Eu estou usando Ubuntu... Larguei windows a 3meses, pelo menos no PC de casa e escritorio... Win agora apenas nos clientes que visito... Já aprendi algumas coisinhas legais...

----------


## GilneiD

Tenho Dual boot no meu not a mais de um ano, uso Ubuntu e windows 7, nao consigo me desfazer do windows porque preciso de alguns recursos dele, mas o meu ubuntu loga direto e na maior parte do tempo uso ele, aprendi muita coisa, e hoje quando me deparo com uma distribuiçao Linux nao apanho para configurar.

----------


## RobertoLima

Sem querer ser chato, mais já sendo, acho que se a pessoa responde pra uma pergunta dessas... Pergunta.
tem certeza que voce ja trabalha com linux?
centos é linux
assim como ubuntu, fedora e varios outros.
Resposta.
sim tenho certeza, cent os é redhat, eu so quero saber qual a distribuicao que é mais utilizada pelas empresas. pq a gente aprende debian, mas as empresas usam redhat!!!
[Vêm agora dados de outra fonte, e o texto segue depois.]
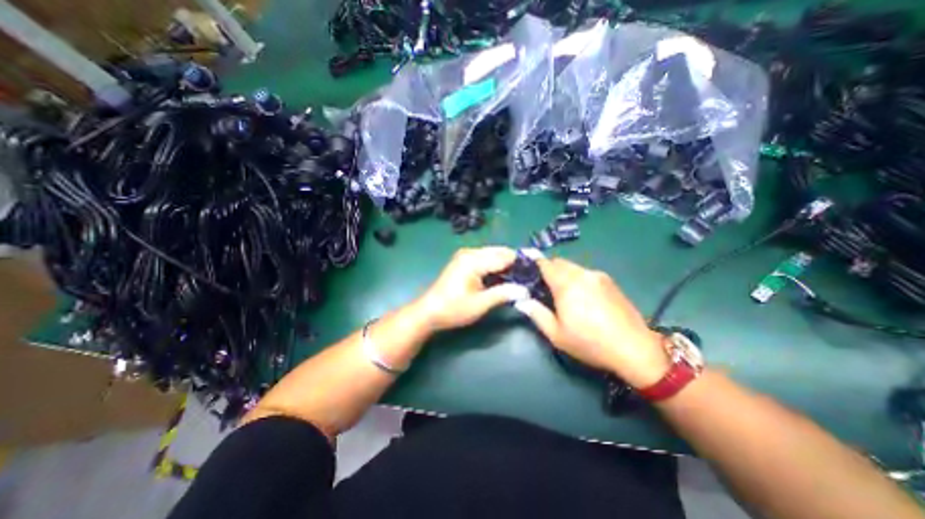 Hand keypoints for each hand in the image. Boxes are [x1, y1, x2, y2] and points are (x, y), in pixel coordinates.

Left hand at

eu quero mesmo é um intensivao bom,

Acho meio dificil hem. 
Mais vou passar aqui o basicão mais que você aprenderá muito.
Livro Obrigatório, 
Linux guia pratico, http://www.hardware.com.br/livros/linux/

Agora se você não gostar de ler e experimentações, pode esquecer o mundo do pinguim, pois aqui nada é simples como windows.
Usar linux na empresa não quer dizer nada, pois lá provavelmente tem um técnico pra concertar os micros, e configuralos, Mais se você tiver aquela curiosidade saldavel e determinação com certeza irá gostar do linux.

Abraços.

----------


## Linuxforce

Olá amigo, bom dia !

Sou bastante suspeito para responder sua pergunta, porém sou bem honesto para ter que afirmar isto .Primeiro, cada indivíduo tem uma certa capacidade de aprendizagem, e depende da sua necessidade.

Se for auto-didata, aconselho procurar videos de cursos gratuitos no youtube, acho que por ser áudio visual, facilita a aprendizagem , e depois complementar com material retirado da internet, a milhares de apostilas disponíveis para download, e sem dúvidas, você terá de adotar o linux como seu SO principal e abandonar o windows. Mas isto depende também de sua urgência e auto analise.

Caso prefira um curso pago de linux, posso lhe sugerir o de minha escola, temos do básico ao avançado, inclusive cursos de Pentest e Blindagem de Servidores, quanto ao preço, não tenho como saber se seria o ideal, porém lhe garanto que somos o melhor custo benefício se tratando de cursos Online com professores ao vivo, pode pesquisar a vontade e garantimos o seu aprendizado. Você pode repetir o curso quantas vezes quiser até ter certeza que aprendeu o conteúdo.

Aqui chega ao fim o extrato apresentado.